## WORK TO BE COMPLETED:
Find the lines below that include the word "main" and state how many there are, adding nothing.

*** Begin section ***

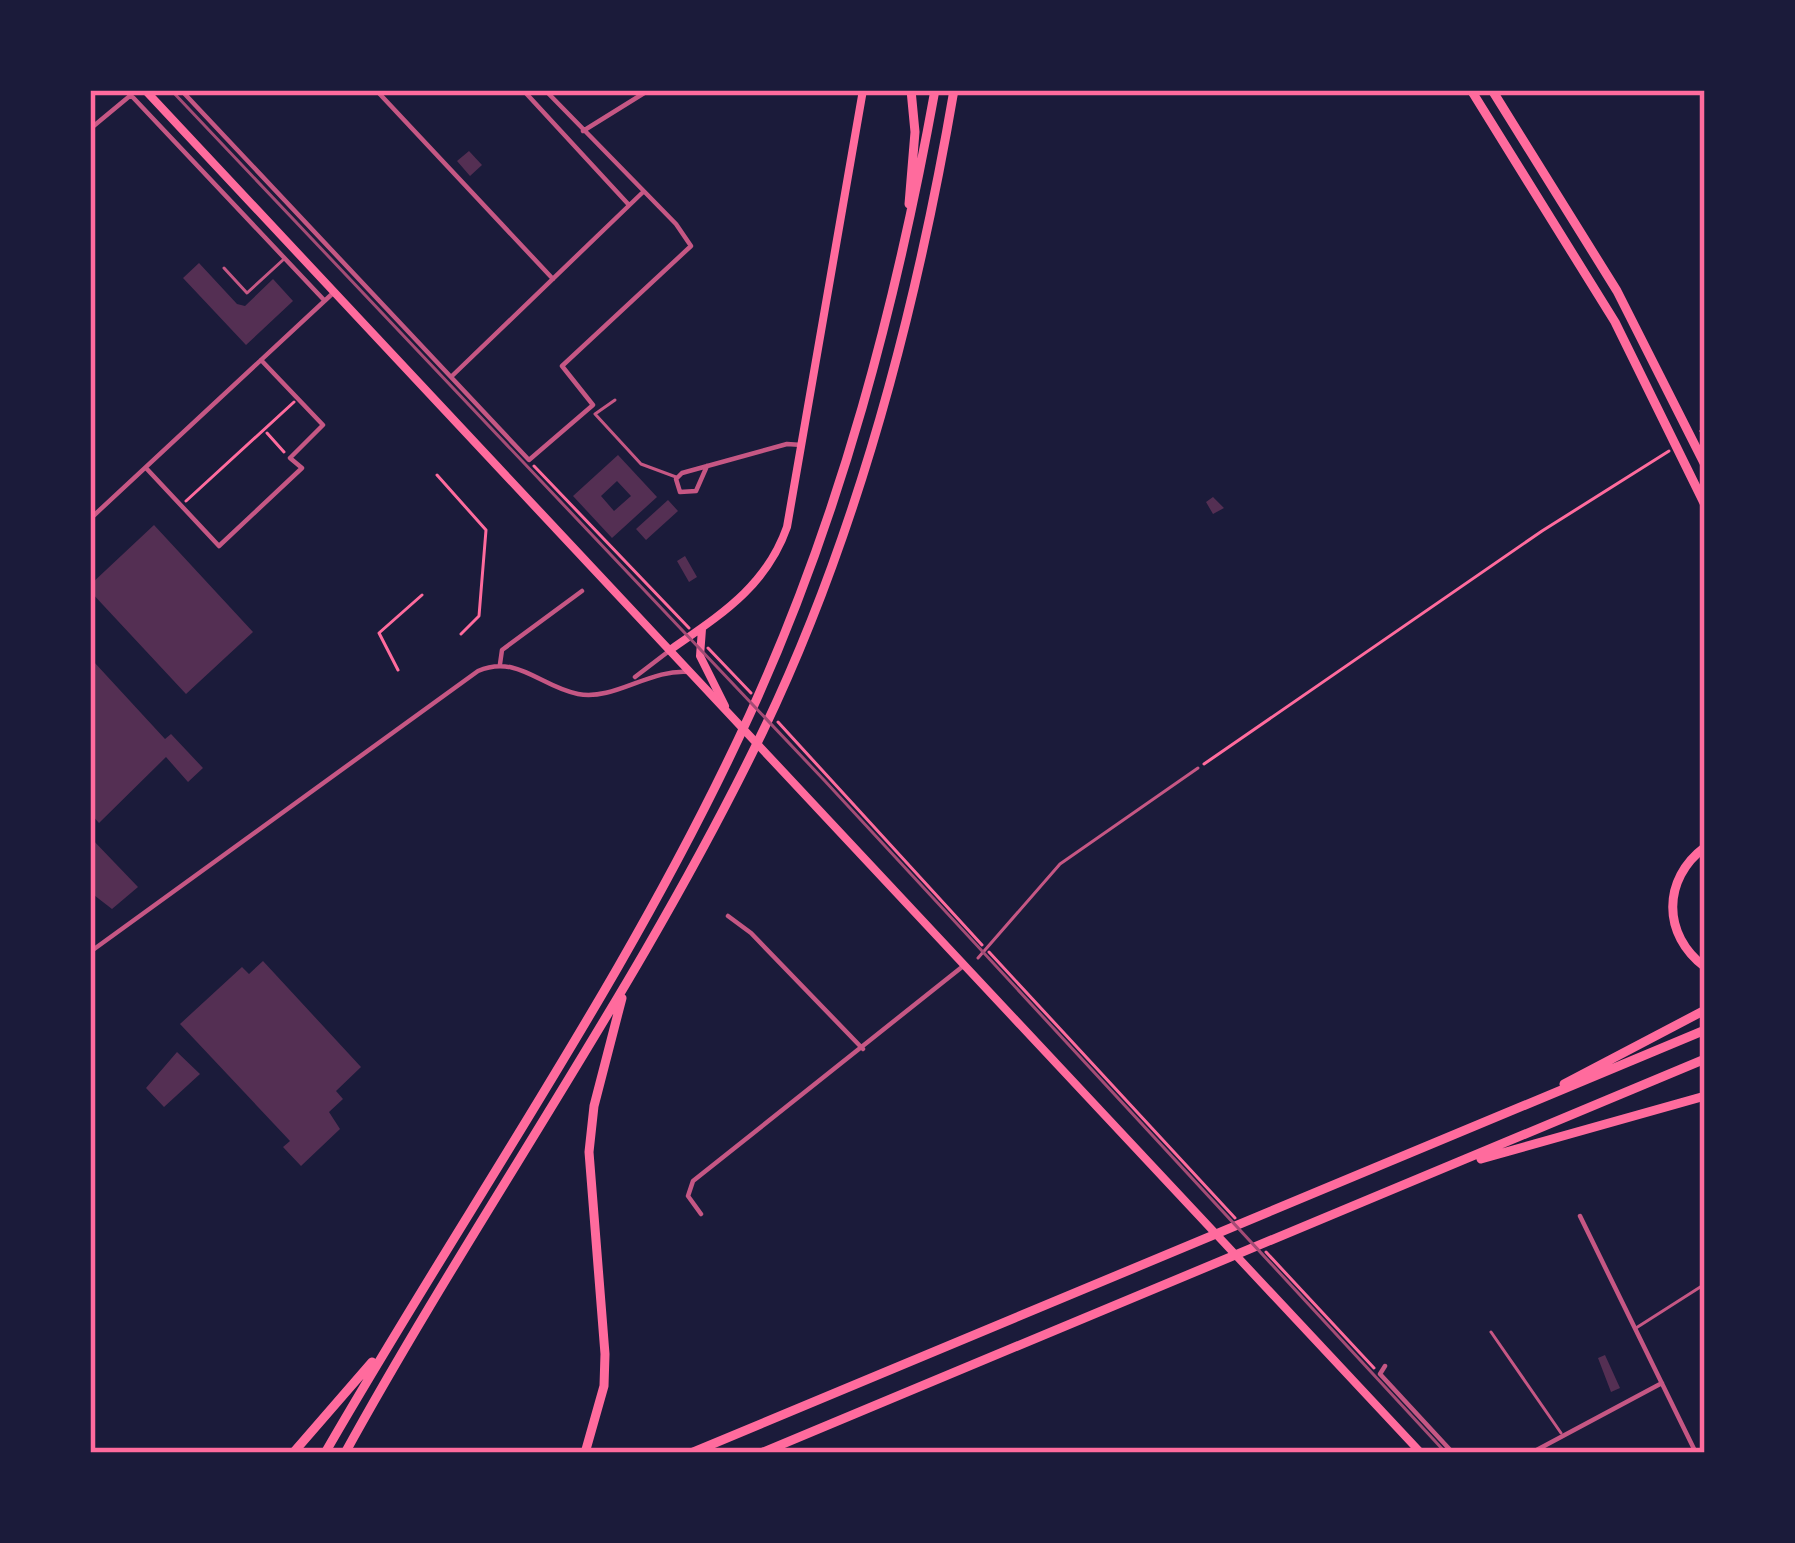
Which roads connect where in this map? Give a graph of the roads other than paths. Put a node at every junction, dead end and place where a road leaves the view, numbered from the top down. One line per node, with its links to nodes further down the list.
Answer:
1 (181, 90): 26 (street)
2 (376, 90): 14 (street)
3 (397, 90): 14 (street)
4 (523, 90): 18 (street)
5 (544, 90): 16 (street)
6 (649, 90): 16 (street)
7 (863, 90): 28 (main road)
8 (911, 90): 20 (highway)
9 (935, 90): 20 (highway)
10 (953, 90): 49 (highway)
11 (1471, 90): 33 (highway)
12 (1492, 90): 29 (highway)
13 (134, 91): 15 (street); 19 (street); 23 (main road)
14 (386, 100): 22 (street)
15 (90, 130)
16 (583, 130): 17 (street)
17 (643, 193): 18 (street); 26 (street)
18 (630, 205): 22 (street)
19 (286, 258): 21 (lane); 24 (street)
20 (903, 266): 62 (highway)
21 (224, 268)
22 (553, 279): 26 (street)
23 (334, 292): 24 (street); 37 (main road)
24 (325, 301): 25 (street)
25 (262, 360): 31 (street); 31 (street)
26 (450, 377)
27 (615, 400): 32 (lane)
28 (803, 446): 30 (street); 36 (main road)
29 (1705, 465)
30 (706, 466): 32 (street); 32 (street)
31 (146, 468): 34 (street)
32 (677, 477)
33 (1705, 505)
34 (90, 519)
35 (582, 591): 38 (street)
36 (702, 628): 37 (main road); 41 (main road)
37 (670, 650): 39 (main road); 40 (street)
38 (500, 665): 40 (street); 45 (street)
39 (692, 673): 40 (street); 41 (main road)
40 (625, 683)
41 (725, 706): 47 (main road)
42 (1198, 768): 46 (lane)
43 (1705, 847): 48 (highway)
44 (728, 916): 52 (street)
45 (90, 952)
46 (978, 958)
47 (964, 966): 52 (street); 74 (main road)
48 (1705, 967)
49 (627, 982): 69 (highway); 70 (highway)
50 (1705, 1010): 55 (highway)
51 (1705, 1030): 55 (highway)
52 (863, 1049): 57 (street)
53 (1705, 1059): 56 (highway)
54 (1705, 1096): 56 (highway)
55 (1534, 1103): 71 (highway)
56 (1441, 1170): 66 (highway)
57 (701, 1214)
58 (1580, 1216): 60 (street)
59 (1705, 1284): 60 (lane)
60 (1635, 1329): 64 (street)
61 (1491, 1332): 65 (lane)
62 (387, 1345): 67 (highway); 68 (highway)
63 (1385, 1366): 75 (street)
64 (1662, 1382): 65 (street); 77 (street)
65 (1561, 1433): 76 (street)
66 (802, 1438): 72 (highway); 73 (highway)
67 (293, 1453)
68 (325, 1453)
69 (345, 1453)
70 (585, 1453)
71 (691, 1453)
72 (761, 1453)
73 (774, 1453)
74 (1421, 1453)
75 (1453, 1453)
76 (1531, 1453)
77 (1696, 1453)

*** End section ***

## REPLY:
9